**PROBLEM DETAILS:** Copy out each line of the data below in which the string "relate" appears.

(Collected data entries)

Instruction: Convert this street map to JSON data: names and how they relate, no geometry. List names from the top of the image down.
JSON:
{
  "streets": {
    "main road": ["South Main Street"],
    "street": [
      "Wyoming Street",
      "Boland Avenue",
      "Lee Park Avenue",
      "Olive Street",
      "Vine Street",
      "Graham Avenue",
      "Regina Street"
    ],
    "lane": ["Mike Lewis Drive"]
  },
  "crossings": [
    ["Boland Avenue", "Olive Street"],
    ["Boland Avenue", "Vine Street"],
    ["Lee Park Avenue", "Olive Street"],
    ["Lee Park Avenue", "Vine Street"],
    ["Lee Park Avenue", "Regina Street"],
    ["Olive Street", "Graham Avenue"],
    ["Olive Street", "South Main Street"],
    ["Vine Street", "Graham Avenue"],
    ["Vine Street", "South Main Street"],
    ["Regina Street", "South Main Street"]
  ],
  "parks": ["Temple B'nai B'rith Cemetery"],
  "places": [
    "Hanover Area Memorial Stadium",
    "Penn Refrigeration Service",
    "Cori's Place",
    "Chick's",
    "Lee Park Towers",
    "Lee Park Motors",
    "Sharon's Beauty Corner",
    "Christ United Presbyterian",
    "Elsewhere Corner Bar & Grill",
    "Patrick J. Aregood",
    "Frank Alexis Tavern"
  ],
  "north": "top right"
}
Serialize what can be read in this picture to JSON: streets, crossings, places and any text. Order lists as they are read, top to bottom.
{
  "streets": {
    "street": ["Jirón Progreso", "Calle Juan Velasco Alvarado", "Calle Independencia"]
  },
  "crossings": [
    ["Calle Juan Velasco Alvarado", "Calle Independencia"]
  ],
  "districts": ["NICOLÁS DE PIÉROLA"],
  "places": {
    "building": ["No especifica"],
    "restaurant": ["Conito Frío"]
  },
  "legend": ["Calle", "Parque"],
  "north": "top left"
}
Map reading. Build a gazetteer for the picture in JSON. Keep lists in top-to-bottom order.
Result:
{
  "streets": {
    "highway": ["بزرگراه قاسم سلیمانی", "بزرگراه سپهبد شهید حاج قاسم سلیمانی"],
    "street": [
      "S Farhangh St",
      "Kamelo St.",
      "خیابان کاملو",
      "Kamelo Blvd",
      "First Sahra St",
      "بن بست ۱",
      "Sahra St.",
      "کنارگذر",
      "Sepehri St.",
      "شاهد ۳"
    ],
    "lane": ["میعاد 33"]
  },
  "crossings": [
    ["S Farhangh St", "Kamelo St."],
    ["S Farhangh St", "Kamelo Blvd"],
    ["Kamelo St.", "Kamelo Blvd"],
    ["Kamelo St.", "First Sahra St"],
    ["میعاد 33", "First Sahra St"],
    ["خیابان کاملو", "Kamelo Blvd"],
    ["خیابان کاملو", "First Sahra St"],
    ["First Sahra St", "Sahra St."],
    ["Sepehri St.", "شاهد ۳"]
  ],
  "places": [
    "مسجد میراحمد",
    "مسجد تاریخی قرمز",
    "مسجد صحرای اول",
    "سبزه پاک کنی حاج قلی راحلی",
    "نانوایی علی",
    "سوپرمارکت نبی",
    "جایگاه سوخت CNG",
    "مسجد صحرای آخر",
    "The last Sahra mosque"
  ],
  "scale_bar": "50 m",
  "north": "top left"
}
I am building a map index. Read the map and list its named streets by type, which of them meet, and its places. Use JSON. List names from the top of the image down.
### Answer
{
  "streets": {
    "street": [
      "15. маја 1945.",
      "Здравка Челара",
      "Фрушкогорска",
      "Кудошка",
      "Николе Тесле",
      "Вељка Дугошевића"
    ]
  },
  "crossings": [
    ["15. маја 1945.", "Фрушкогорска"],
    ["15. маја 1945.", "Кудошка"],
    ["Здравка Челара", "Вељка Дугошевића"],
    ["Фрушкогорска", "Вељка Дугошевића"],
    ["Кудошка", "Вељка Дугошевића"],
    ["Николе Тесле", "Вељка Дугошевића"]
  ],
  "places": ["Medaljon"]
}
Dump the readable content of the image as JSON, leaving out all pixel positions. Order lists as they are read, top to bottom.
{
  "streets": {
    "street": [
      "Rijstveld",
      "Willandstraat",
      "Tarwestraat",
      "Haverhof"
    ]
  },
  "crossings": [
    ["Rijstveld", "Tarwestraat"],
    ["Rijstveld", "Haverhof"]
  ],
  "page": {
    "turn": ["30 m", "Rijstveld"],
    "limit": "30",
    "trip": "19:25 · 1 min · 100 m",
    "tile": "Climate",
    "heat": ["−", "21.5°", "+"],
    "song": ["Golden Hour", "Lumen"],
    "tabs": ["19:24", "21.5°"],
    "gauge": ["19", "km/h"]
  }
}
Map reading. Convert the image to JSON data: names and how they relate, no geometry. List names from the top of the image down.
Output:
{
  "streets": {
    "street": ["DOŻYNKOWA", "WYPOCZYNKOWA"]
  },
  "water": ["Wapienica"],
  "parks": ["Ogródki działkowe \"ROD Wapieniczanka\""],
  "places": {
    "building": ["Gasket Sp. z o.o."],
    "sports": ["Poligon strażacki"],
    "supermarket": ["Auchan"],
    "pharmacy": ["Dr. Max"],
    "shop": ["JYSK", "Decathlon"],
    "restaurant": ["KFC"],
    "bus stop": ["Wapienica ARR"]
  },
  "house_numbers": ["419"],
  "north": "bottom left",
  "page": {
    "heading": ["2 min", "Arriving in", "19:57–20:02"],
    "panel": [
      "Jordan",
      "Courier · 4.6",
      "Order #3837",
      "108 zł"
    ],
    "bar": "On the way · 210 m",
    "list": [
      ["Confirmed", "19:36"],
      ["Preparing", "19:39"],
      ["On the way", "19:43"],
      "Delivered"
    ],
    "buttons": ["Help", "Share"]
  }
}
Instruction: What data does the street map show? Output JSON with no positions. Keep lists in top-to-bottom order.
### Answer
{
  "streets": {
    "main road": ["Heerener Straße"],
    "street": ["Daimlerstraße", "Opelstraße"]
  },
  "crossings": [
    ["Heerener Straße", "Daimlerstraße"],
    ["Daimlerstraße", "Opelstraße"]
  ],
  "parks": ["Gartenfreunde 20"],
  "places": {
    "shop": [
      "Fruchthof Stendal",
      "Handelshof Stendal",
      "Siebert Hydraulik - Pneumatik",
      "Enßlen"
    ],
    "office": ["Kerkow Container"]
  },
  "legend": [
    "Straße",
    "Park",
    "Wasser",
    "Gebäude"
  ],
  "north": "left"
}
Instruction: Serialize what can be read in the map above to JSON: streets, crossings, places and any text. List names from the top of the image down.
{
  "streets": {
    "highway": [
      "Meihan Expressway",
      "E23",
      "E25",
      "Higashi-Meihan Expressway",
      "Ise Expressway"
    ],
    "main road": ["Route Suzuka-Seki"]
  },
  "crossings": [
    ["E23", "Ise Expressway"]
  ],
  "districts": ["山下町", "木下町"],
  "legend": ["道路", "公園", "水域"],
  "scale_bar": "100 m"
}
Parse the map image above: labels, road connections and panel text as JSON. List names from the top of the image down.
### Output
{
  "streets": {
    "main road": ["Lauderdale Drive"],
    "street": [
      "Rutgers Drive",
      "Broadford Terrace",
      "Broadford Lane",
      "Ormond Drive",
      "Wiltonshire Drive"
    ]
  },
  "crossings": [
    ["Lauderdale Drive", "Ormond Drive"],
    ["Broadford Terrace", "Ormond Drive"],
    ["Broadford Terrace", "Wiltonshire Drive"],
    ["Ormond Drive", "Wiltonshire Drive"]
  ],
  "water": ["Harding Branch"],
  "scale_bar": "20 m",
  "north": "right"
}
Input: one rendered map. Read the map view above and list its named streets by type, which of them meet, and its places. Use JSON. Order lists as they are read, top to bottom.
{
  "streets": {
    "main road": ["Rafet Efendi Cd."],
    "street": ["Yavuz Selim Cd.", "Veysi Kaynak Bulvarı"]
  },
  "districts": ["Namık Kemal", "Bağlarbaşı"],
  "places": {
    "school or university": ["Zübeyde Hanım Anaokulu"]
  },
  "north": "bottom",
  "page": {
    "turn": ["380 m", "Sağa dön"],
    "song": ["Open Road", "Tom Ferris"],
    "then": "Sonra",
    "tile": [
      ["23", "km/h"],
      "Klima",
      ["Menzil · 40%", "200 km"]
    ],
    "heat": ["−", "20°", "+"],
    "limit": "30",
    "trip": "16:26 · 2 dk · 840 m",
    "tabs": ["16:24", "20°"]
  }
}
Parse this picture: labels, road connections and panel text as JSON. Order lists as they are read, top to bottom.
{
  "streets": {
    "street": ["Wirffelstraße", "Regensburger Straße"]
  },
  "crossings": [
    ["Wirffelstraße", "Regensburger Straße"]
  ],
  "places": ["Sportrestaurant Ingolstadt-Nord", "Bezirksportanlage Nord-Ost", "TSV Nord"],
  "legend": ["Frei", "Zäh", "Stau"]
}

**OUTPUT BELOW:**
Instruction: Convert this street map to JSON data: names and how they relate, no geometry. List names from the top of the image down.
Map reading. Convert the image to JSON data: names and how they relate, no geometry. List names from the top of the image down.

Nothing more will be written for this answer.